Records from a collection
· · ·
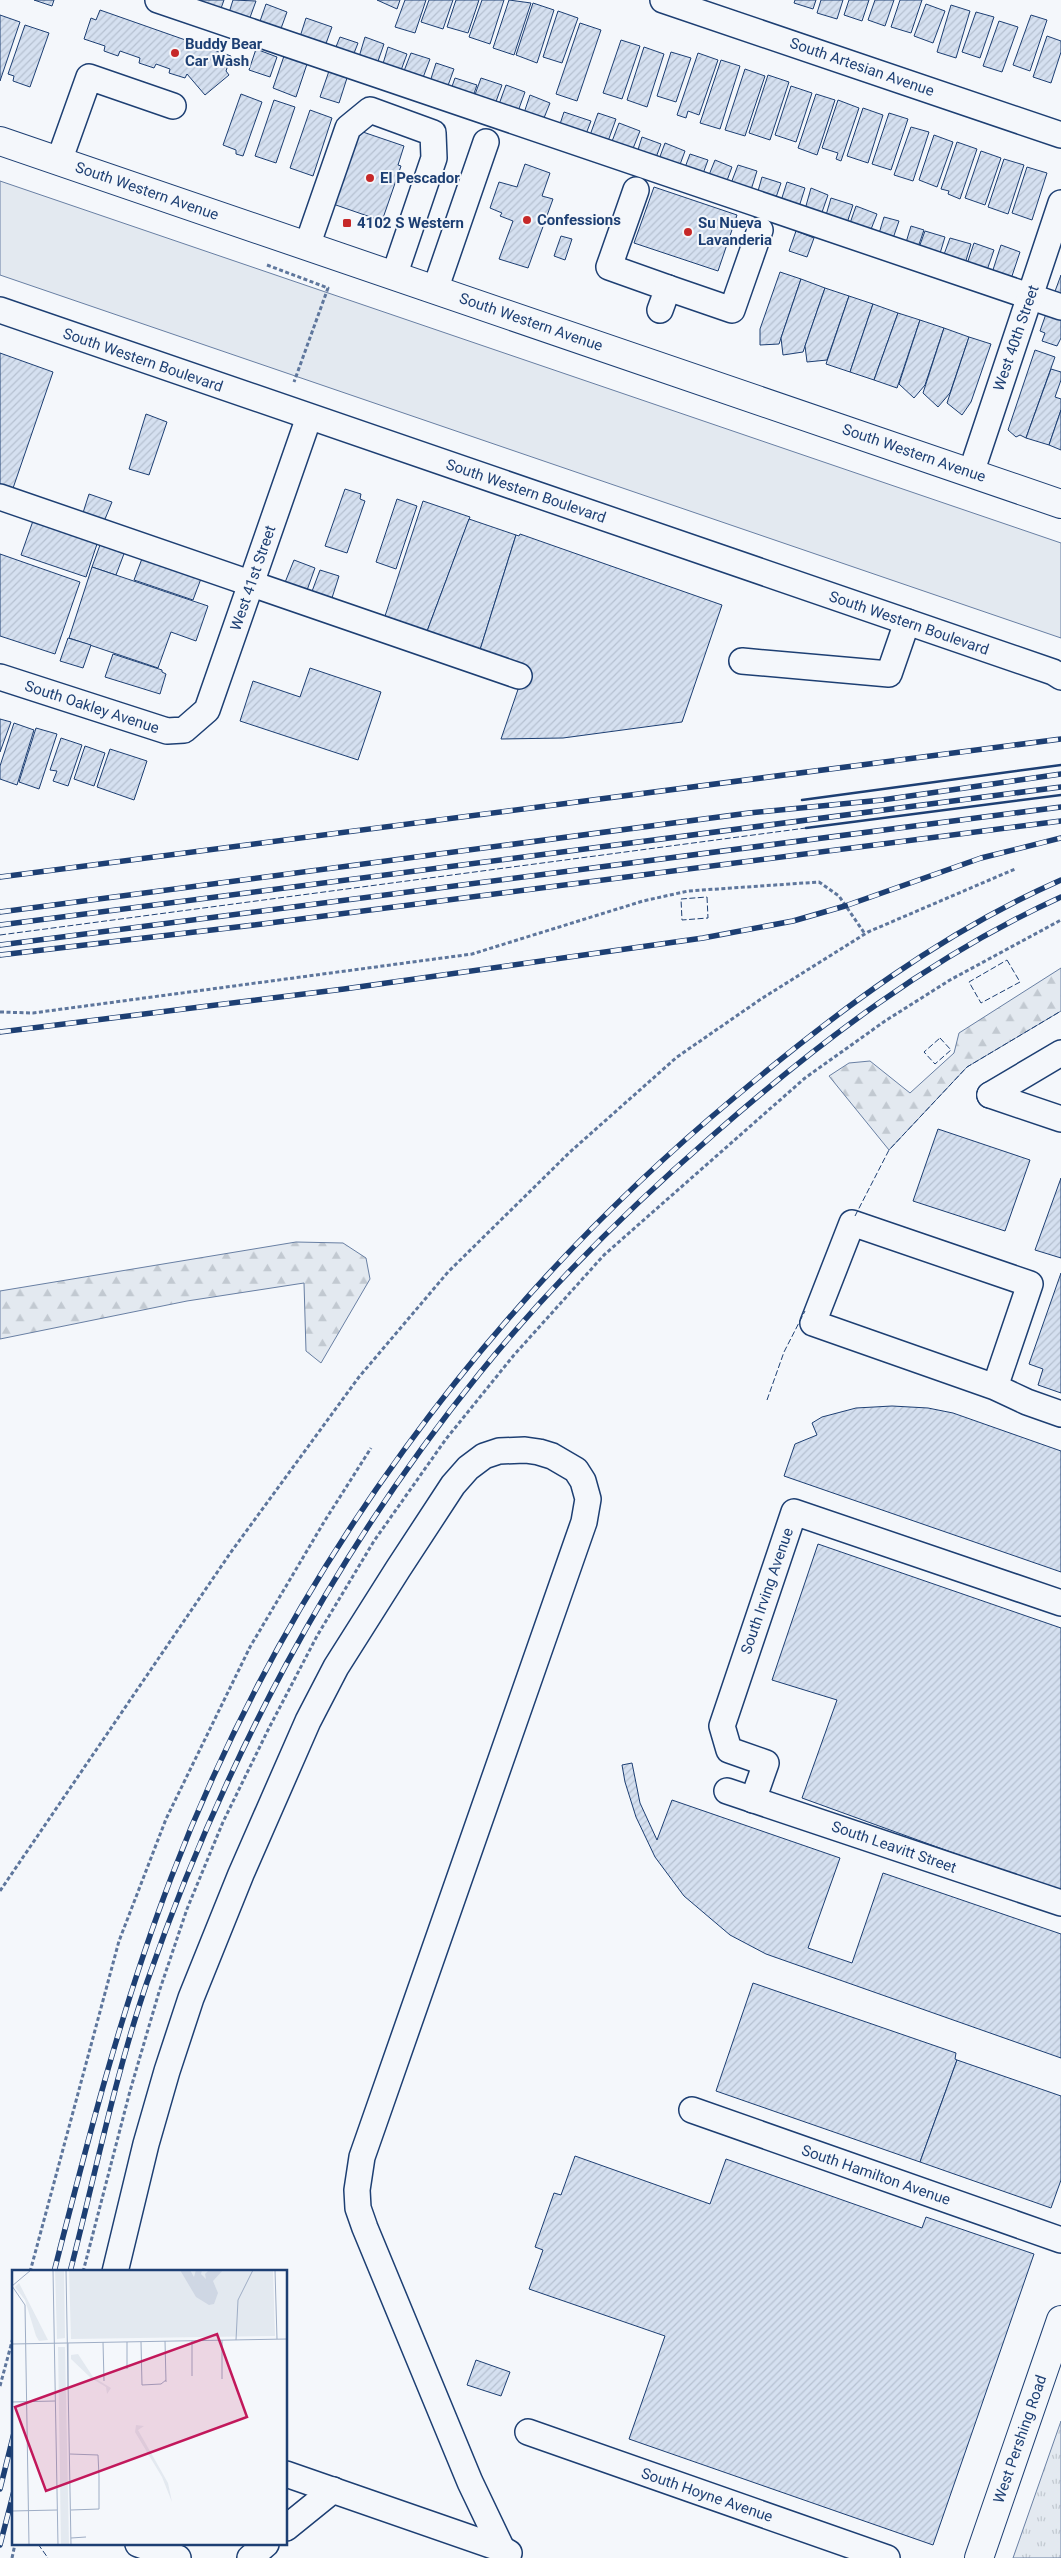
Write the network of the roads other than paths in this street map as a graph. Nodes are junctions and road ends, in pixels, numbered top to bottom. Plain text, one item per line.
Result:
1 (158, 0) edge
2 (663, 0) edge
3 (173, 106) dead end
4 (1061, 134) edge
5 (0, 141) edge
6 (486, 142) dead end
7 (59, 161) junction
8 (636, 190) dead end
9 (1061, 204) edge
10 (760, 230) dead end
11 (307, 246) junction
12 (394, 276) junction
13 (435, 290) junction
14 (1030, 296) junction
15 (1061, 307) edge
16 (0, 310) edge
17 (309, 417) junction
18 (971, 473) junction
19 (0, 497) edge
20 (1061, 504) edge
21 (251, 584) junction
22 (907, 622) junction
23 (742, 661) dead end
24 (1058, 674) edge
25 (519, 676) dead end
26 (0, 677) edge
27 (184, 730) joint
28 (1054, 1063) edge
29 (1061, 1119) edge
30 (995, 1387) junction
31 (1061, 1414) edge
32 (1061, 1603) edge
33 (727, 1791) dead end
34 (753, 1800) junction
35 (1061, 1903) edge
36 (692, 2110) dead end
37 (1061, 2240) edge
38 (115, 2270) edge
39 (1061, 2320) edge
40 (528, 2432) dead end
41 (288, 2475) edge
42 (333, 2490) junction
43 (288, 2526) edge
44 (144, 2546) edge
45 (264, 2546) edge
46 (509, 2553) edge
47 (178, 2558) edge
48 (250, 2558) edge
49 (887, 2558) edge
50 (980, 2558) edge

1 - 14 street
2 - 4 street, South Artesian Avenue
3 - 7 street
5 - 7 main road, South Western Avenue
6 - 13 street
7 - 11 main road, South Western Avenue
8 - 10 street
9 - 14 street, West 40th Street
11 - 12 main road, South Western Avenue
11 - 12 street
12 - 13 main road, South Western Avenue
13 - 18 main road, South Western Avenue
14 - 15 street
14 - 18 street, West 40th Street
16 - 17 street, South Western Boulevard
17 - 21 street, West 41st Street
17 - 22 street, South Western Boulevard
18 - 20 main road, South Western Avenue
19 - 21 street
21 - 25 street
21 - 27 street, West 41st Street
22 - 23 street
22 - 24 street, South Western Boulevard
26 - 27 street, South Oakley Avenue
28 - 29 street
30 - 30 street
30 - 31 street
32 - 34 street, South Irving Avenue
33 - 34 street, South Leavitt Street
34 - 35 street, South Leavitt Street
36 - 37 street, South Hamilton Avenue
38 - 46 street
39 - 50 main road, West Pershing Road
40 - 49 street, South Hoyne Avenue
41 - 42 street
42 - 43 street
42 - 46 street
44 - 47 street
45 - 48 street

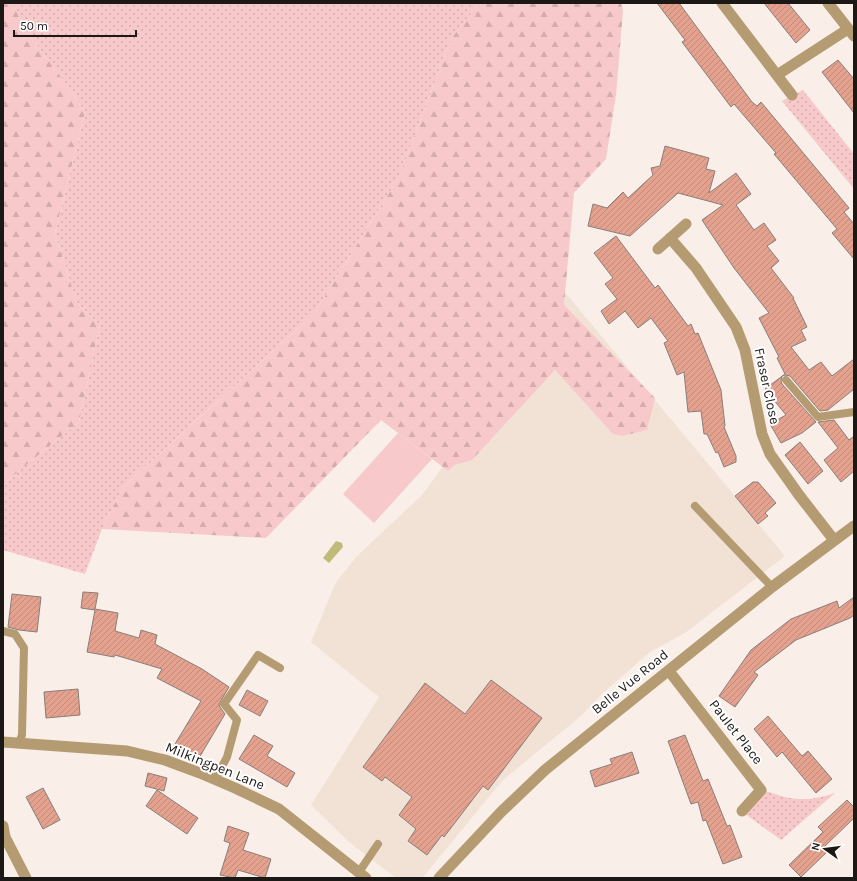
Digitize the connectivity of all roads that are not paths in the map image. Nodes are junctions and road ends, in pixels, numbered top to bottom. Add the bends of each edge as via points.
· · ·
Every line in the data that holds the string "pixels" should be returned.

## Written solution
Write the network of the roads other than paths in this street map as a graph. Nodes are junctions and road ends, in pixels, numbered top to bottom. Plain text, one item per line.
Digitize the connectivity of all roads that are not paths in the map image. Nodes are junctions and road ends, in pixels, numbered top to bottom. Add the bends of each edge as via points.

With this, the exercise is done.